Artigo: Parcelamento do pagamento de precatórios é calote disfarçado de campanha política
Por: Antonio Tuccilio*
E a novela do pagamento dos precatórios só continua – e não caminha para um final feliz. Recentemente, o ministro da economia, Paulo Guedes, fez uma curiosa declaração em webinar sobre o assunto: “Devo, não nego, pagarei assim que puder”. Que bom que o Excelentíssimo Ministro admite que o governo deve ao povo, mas como assim “pagarei quando puder”? Sr. Ministro, para sua informação: dezenas de milhares de pessoas morrem esperando o pagamento dos precatórios. Mesmo assim, o sr. propõe prolongar mais ainda o prazo para recebimento?

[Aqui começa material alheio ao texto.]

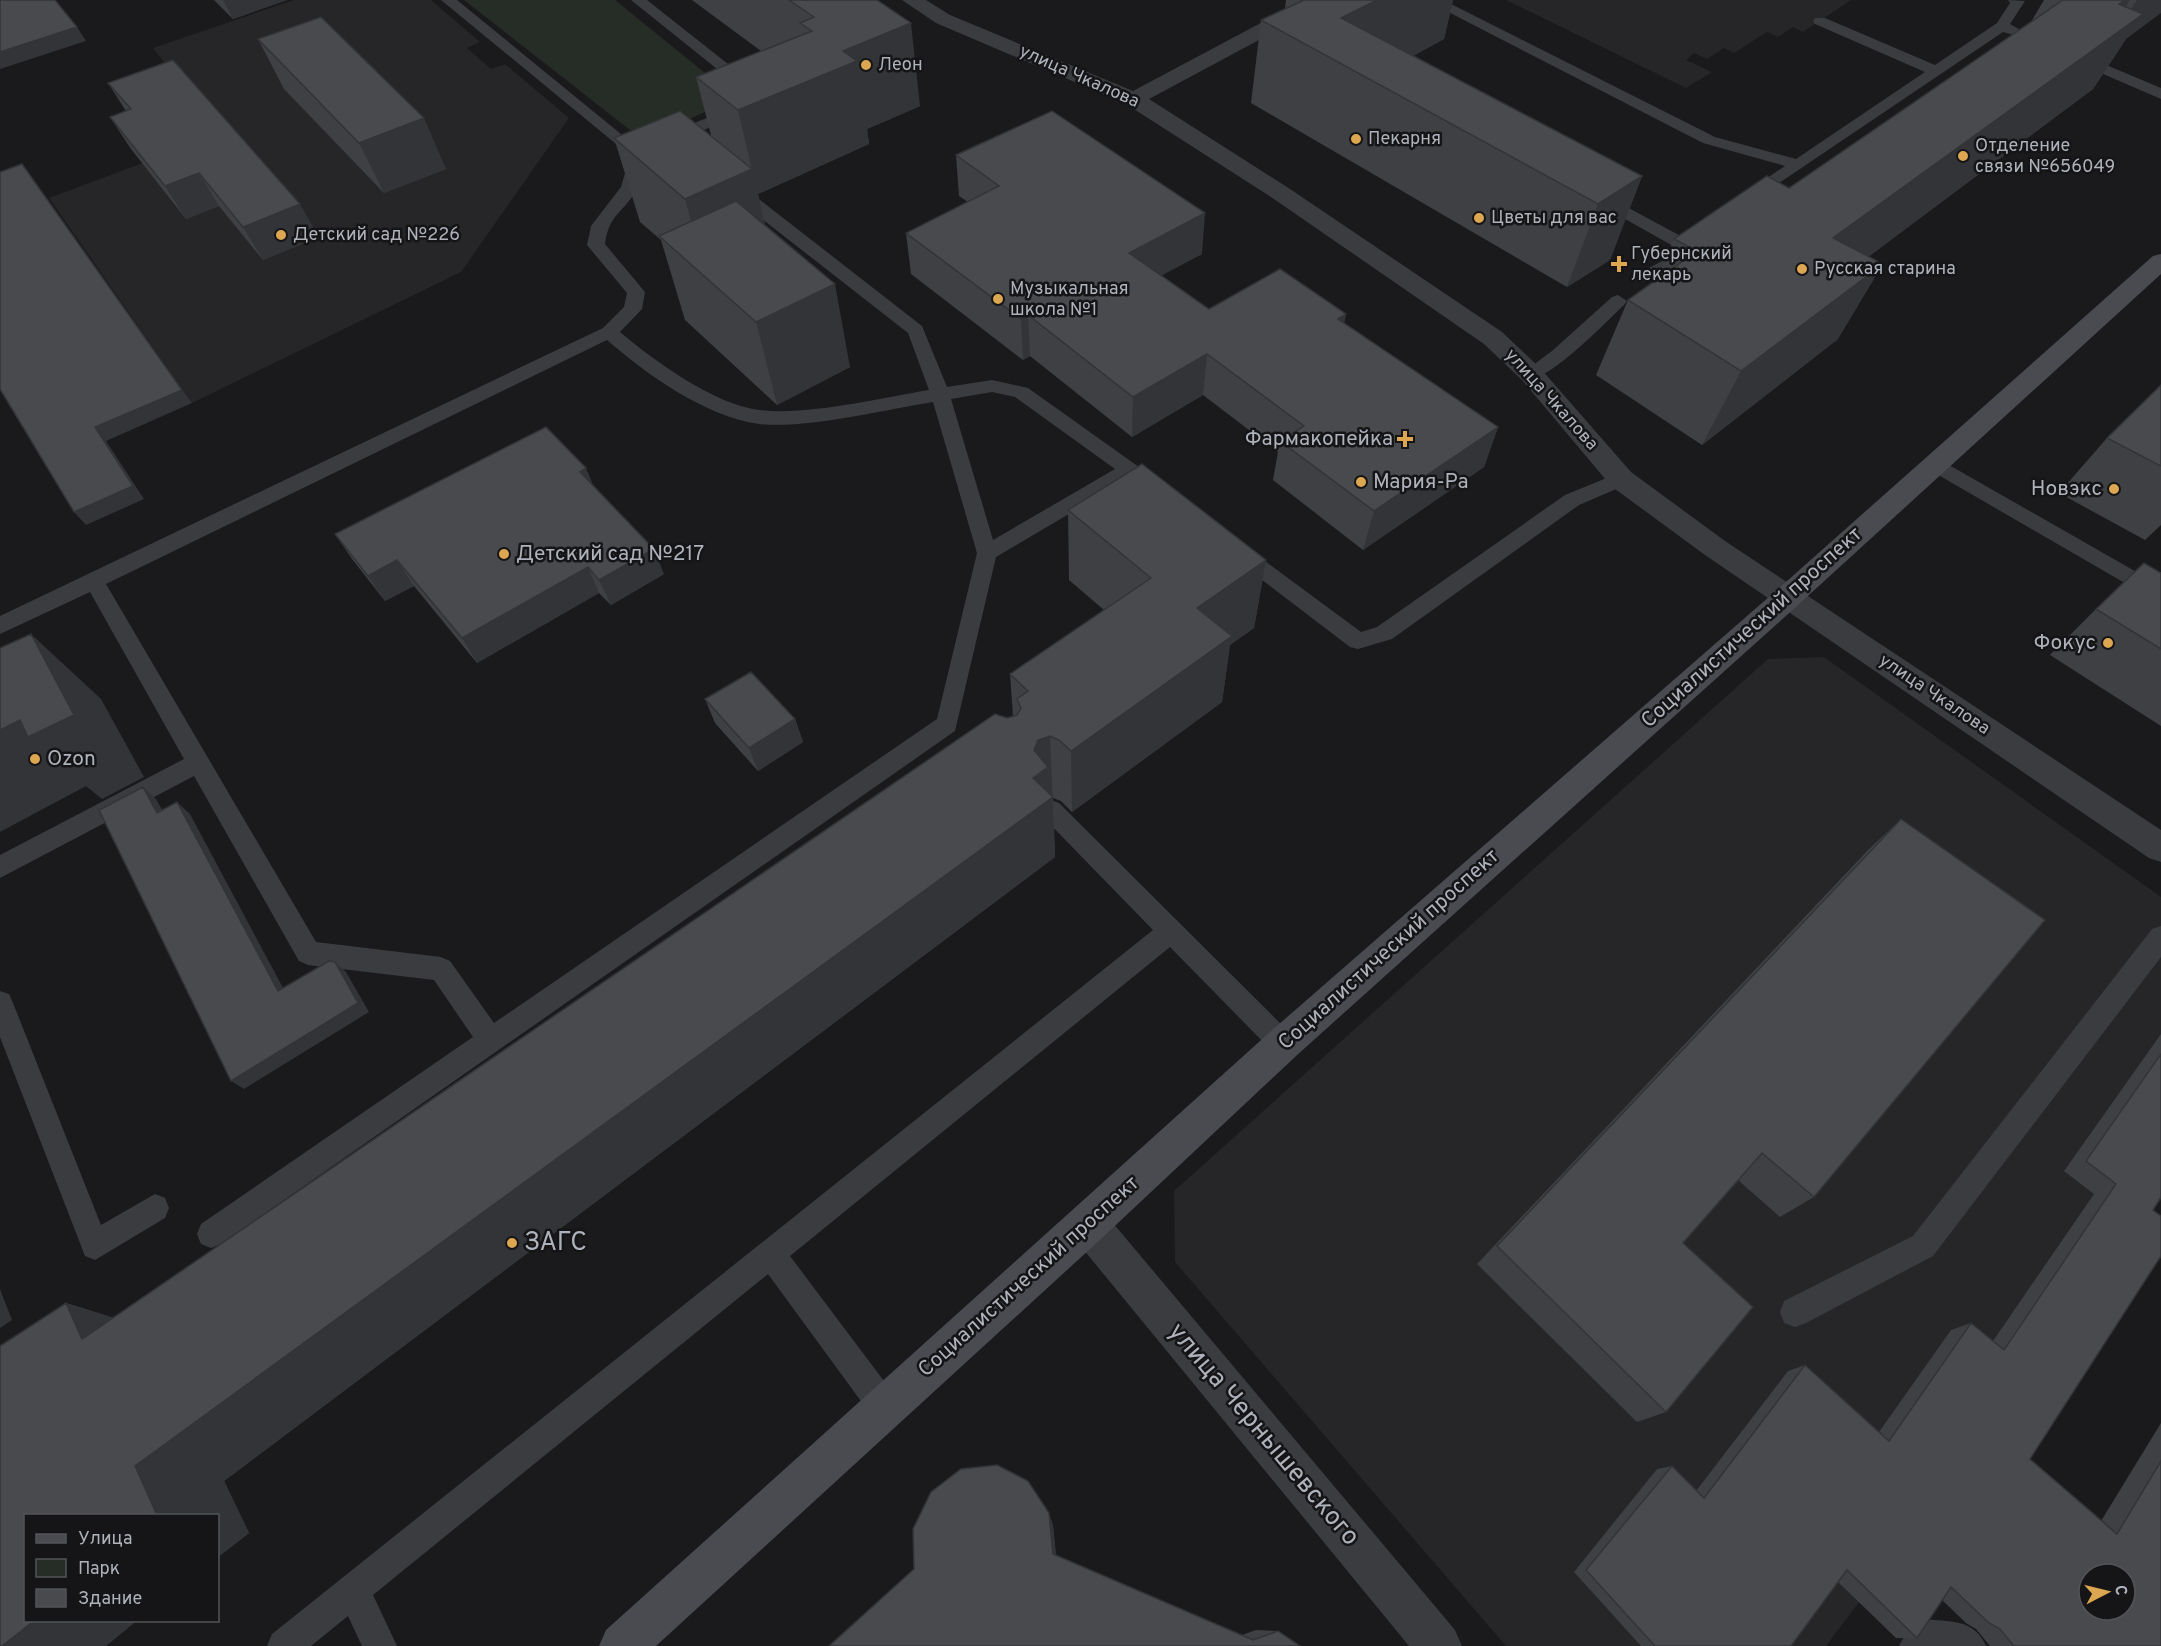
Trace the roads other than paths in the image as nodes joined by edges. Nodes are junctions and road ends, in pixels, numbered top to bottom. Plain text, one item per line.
1 (448, 0) edge
2 (638, 0) edge
3 (912, 0) edge
4 (1318, 0) edge
5 (1432, 0) edge
6 (2015, 0) edge
7 (1820, 21) dead end
8 (2002, 26) junction
9 (2027, 37) edge
10 (2092, 64) edge
11 (1936, 71) junction
12 (2161, 93) edge
13 (1134, 99) junction
14 (672, 138) junction
15 (635, 152) junction
16 (691, 153) edge
17 (1798, 165) junction
18 (1583, 187) edge
19 (740, 193) edge
20 (1736, 207) edge
21 (2161, 261) edge
22 (1643, 278) dead end
23 (1618, 301) dead end
24 (609, 332) junction
25 (1532, 375) junction
26 (940, 394) junction
27 (1935, 464) junction
28 (1129, 470) junction
29 (1621, 478) junction
30 (1158, 491) edge
31 (1224, 541) edge
32 (987, 553) junction
33 (94, 581) junction
34 (2156, 586) edge
35 (1788, 597) junction
36 (0, 626) edge
37 (199, 762) junction
38 (1051, 810) dead end
39 (2161, 848) edge
40 (0, 867) edge
41 (1170, 931) junction
42 (2161, 937) edge
43 (0, 1003) edge
44 (491, 1041) junction
45 (1283, 1044) junction
46 (155, 1208) dead end
47 (1088, 1224) junction
48 (211, 1234) dead end
49 (770, 1253) junction
50 (1795, 1312) dead end
51 (885, 1408) junction
52 (353, 1591) junction
53 (284, 1646) edge
54 (380, 1646) edge
55 (622, 1646) edge
56 (1439, 1646) edge
57 (1916, 1646) edge
58 (1969, 1646) edge

1 - 15 lane
2 - 14 lane
3 - 13 street, улица Чкалова
4 - 13 street
5 - 17 lane
6 - 8 lane
7 - 11 lane
8 - 9 lane
8 - 11 lane
10 - 12 lane
11 - 17 lane
13 - 25 street, улица Чкалова
14 - 15 lane
14 - 16 lane
15 - 24 lane
17 - 20 lane
18 - 22 lane
19 - 26 lane
21 - 27 street, Социалистический проспект
23 - 25 lane
24 - 26 lane
24 - 33 lane
25 - 29 street, улица Чкалова
26 - 28 lane
26 - 32 lane
27 - 34 lane
27 - 35 street, Социалистический проспект
28 - 30 lane
28 - 32 lane
29 - 31 lane
29 - 35 street, улица Чкалова
32 - 44 lane
33 - 36 lane
33 - 37 lane
35 - 39 street, улица Чкалова
35 - 45 street, Социалистический проспект
37 - 40 lane
37 - 44 lane
38 - 41 lane
41 - 45 lane
41 - 49 lane
42 - 50 lane
43 - 46 lane
44 - 48 lane
45 - 47 street, Социалистический проспект
47 - 51 street, Социалистический проспект
47 - 56 street, улица Чернышевского
49 - 51 lane
49 - 52 lane
51 - 55 street, Социалистический проспект
52 - 53 lane
52 - 54 lane
57 - 58 lane

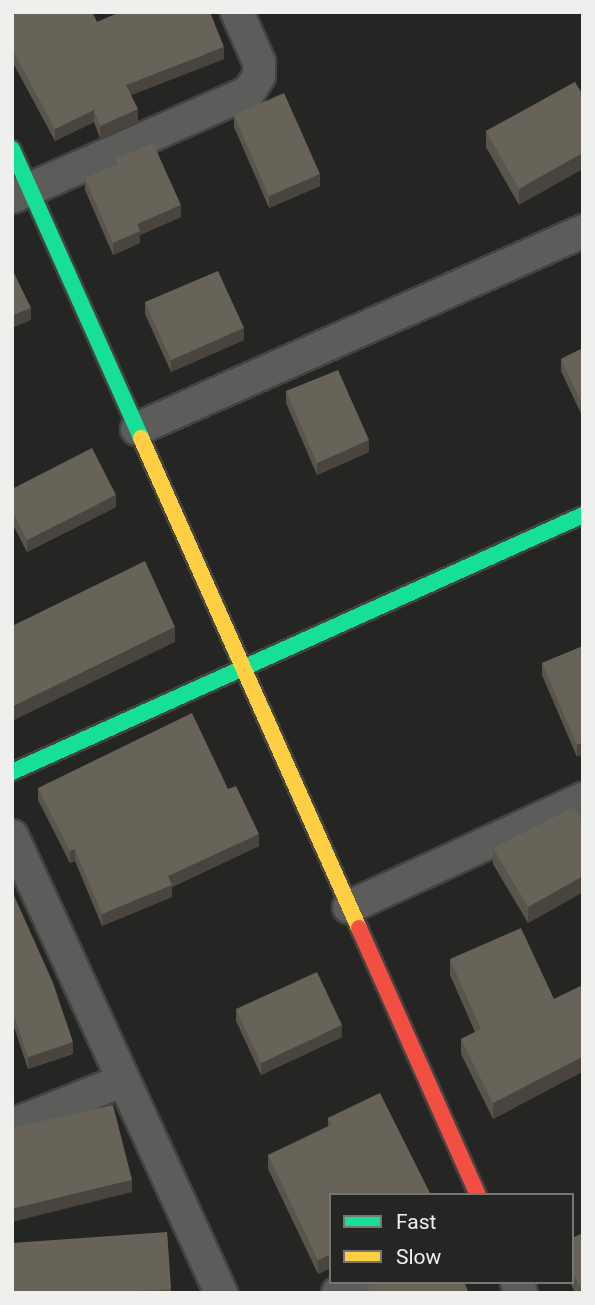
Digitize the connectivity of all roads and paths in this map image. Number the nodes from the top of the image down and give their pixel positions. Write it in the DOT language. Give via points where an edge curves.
graph roads {
  1 [pos="237,12"];
  2 [pos="12,149"];
  3 [pos="21,193"];
  4 [pos="583,230"];
  5 [pos="137,429"];
  6 [pos="583,515"];
  7 [pos="245,664"];
  8 [pos="12,772"];
  9 [pos="583,799"];
  10 [pos="12,836"];
  11 [pos="349,907"];
  12 [pos="122,1081"];
  13 [pos="12,1125"];
  14 [pos="477,1193"];
  15 [pos="361,1284"];
  16 [pos="221,1293"];
  17 [pos="338,1293"];
  1 -- 3 [label="street" via="259,61 259,76 249,92"];
  2 -- 3 [label="street"];
  3 -- 5 [label="street"];
  4 -- 5 [label="street"];
  5 -- 7 [label="street"];
  6 -- 7 [label="street"];
  7 -- 8 [label="street"];
  7 -- 11 [label="street"];
  9 -- 11 [label="street"];
  10 -- 12 [label="street"];
  11 -- 14 [label="street"];
  12 -- 13 [label="street"];
  12 -- 16 [label="street"];
  15 -- 17 [label="street"];
}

Antes de ir em frente é muito importante pensar em todas as pessoas aptas a receber precatórios. São aquelas pessoas desapropriadas para construção de obras públicas, contribuintes que pagaram mais impostos do que deviam, servidores públicos que pleiteiam direito a reajuste salarial, entre tantos outros. As dívidas acumuladas do Estado somam milhões, mas a proposta do Ministro é parcelar os pagamentos em até 10 anos. Isso mesmo, uma década.
Também é importante entender o que estão por trás dessa proposta de adiamento. Bom, de acordo com Paulo Guedes, os precatórios são como “meteoros vindos de outros poderes”. Dito isso, o ministro apresentou uma PEC (Proposta de Emenda Constitucional) que, se aprovada pelo Congresso, autorizará o governo a pagar R$ 40 bilhões a mais do que o previsto para 2022. Sim, no próximo ano, curiosamente o ano da próxima eleição presidencial. Guedes acha que essa PEC é capaz de destruir “maus presságios que turvam o futuro do governo” e pode alavancar a popularidade do presidente.
O Artigo 100 da nossa saudosa Constituição Federal é bem claro quanto a inclusão do orçamento do valor dos precatórios:
“Art. 100 Os pagamentos devidos pelas Fazendas Públicas Federal, Estaduais, Distrital e Municipais, em virtude de sentença judiciária, far-se-ão exclusivamente na ordem cronológica de apresentação dos precatórios e à conta dos créditos respectivos, proibida a designação de casos ou de pessoas nas dotações orçamentárias e nos créditos adicionais abertos para este fim.”
“(…) § 5º É obrigatória a inclusão, no orçamento das entidades de direito público, de verba necessária ao pagamento de seus débitos, oriundos de sentenças transitadas em julgado, constantes de precatórios judiciários apresentados até 1º de julho, fazendo-se o pagamento até o final do exercício seguinte, quando terão seus valores atualizados monetariamente.”
Com todo respeito, mas me parece que o sr. Ministro não conhece a Constituição Federal como deveria. O ato de não cumprir decisões judiciais e não incluir o valor dos precatórios federais no orçamento apenas reforça a ignorância constitucional.
Sejamos francos: isso parece muito campanha antecipada para reeleição do presidente. E, como sempre, a política demonstra sua insensibilidade com os direitos e interesses do povo brasileiro. Essa medida representa um calote.
Como sempre nossos representantes no poder não mede esforços para prejudicar aqueles que precisam receber o dinheiro a que têm direito. Se aplicassem todo esse esforço para resolver a situação, a dívida estaria praticamente quitada.
Como cidadão e representante dos interesses dos servidores públicos apelo ao Congresso Federal para que não aprove essa medida descabida. Isso não é um avanço; é jogo político escancarado.
*Antonio Tuccilio, presidente da Confederação Nacional dos Servidores Públicos (CNSP).
**Os artigos publicados com assinatura não manifestam a opinião de O Defensor. A publicação corresponde ao propósito de estimular o debate dos problemas nacionais e mundiais e de refletir as distintas tenências do pensamento contemporâneo.